4. Auswirkungen eines Pflichtteilsverzichtsvertrages
Bevor ein Pflichtteilsverzichtsvertrag abgeschlossen wird, kann darauf geachtet werden, dass ein Verzicht Auswirkungen auf andere Ansprüche haben kann.
Für die Nachkommen des Verzichtenden
Unterzeichnet ein Angehöriger einen Pflichtteilsverzichtsvertrag, gilt dieser auch automatisch für die Kinder des Verzichtenden. Damit können auch die Kinder weder erbrechtliche Ansprüche noch Pflichtteilsansprüche geltend machen. Da ein Pflichtteilsverzichtsvertrag allerdings individuell zu gestalten ist, kann im Vertrag festgehalten werden, dass die Kinder von einem Verzicht der Eltern ausgeschlossen werden.
Für die gesetzliche Erbfolge
Ein Pflichtteilsverzichtsvertrag hat keine Auswirkungen auf die gesetzliche Erbfolge – der Verzichtende bleibt Erbe und verliert lediglich seinen Pflichtteilsanspruch. Wurde der Angehörige im Testament nicht enterbt, kann er vom Erblasser beliebig als Erbe eingesetzt werden und bekommt deshalb entweder den gesetzlichen Erbteil oder einen vom Erblasser bestimmten Teil zugesprochen.

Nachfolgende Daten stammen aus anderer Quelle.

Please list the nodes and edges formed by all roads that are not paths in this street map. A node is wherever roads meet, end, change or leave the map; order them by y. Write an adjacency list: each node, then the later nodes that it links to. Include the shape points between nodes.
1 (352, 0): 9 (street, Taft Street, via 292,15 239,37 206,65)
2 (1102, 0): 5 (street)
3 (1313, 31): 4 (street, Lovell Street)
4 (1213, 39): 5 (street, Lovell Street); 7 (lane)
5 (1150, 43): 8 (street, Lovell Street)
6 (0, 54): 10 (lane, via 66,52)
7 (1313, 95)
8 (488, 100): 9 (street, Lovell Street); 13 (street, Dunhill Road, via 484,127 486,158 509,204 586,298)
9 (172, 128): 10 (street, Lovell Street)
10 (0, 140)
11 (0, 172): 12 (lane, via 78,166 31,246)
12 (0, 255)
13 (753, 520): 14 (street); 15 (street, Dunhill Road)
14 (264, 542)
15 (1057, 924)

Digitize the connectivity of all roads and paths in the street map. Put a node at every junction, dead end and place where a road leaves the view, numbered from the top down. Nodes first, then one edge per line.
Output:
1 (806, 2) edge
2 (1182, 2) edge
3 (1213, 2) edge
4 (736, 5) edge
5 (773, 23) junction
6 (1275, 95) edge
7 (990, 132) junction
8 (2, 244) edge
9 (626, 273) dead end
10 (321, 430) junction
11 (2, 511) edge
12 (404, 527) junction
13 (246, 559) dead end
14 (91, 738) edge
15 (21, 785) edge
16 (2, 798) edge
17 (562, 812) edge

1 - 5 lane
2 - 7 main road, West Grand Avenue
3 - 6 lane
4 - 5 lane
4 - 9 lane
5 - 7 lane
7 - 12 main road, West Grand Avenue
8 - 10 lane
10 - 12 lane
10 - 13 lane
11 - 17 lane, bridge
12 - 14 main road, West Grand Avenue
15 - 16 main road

5. Erstellung eines Pflichtteilsverzichtsvertrags
Inhalt eines Pflichtteilsverzichtsvertrags
Der Inhalt eines Pflichtteilsverzichtsvertrags ist nicht gesetzlich vorbestimmt und kann deshalb individuell auf den vorliegenden Fall angepasst werden. So können Erblasser beispielsweise gemeinsam mit den Verzichtenden entscheiden, ob eine Abfindung vereinbart werden soll oder ob ein beschränkter oder unbeschränkter Pflichtteilsverzichtsvertrag aufgesetzt wird.
Form & Muster
Die Erstellung eines Pflichtteilsverzichtsvertrages bedarf der schriftlichen Form. Der Inhalt kann dabei wie bereits genannt individuell auf den Fall angepasst werden – deshalb gibt es kein allgemeingültiges Muster für einen Pflichtteilsverzichtsvertrag. Trotzdem können Sie sich bei der Erstellung an unseren Mustern orientieren. Bei Fragen zur Gestaltung und zum Inhalt kann Ihnen ein advocado Partner-Anwalt für Erbrecht behilflich sein.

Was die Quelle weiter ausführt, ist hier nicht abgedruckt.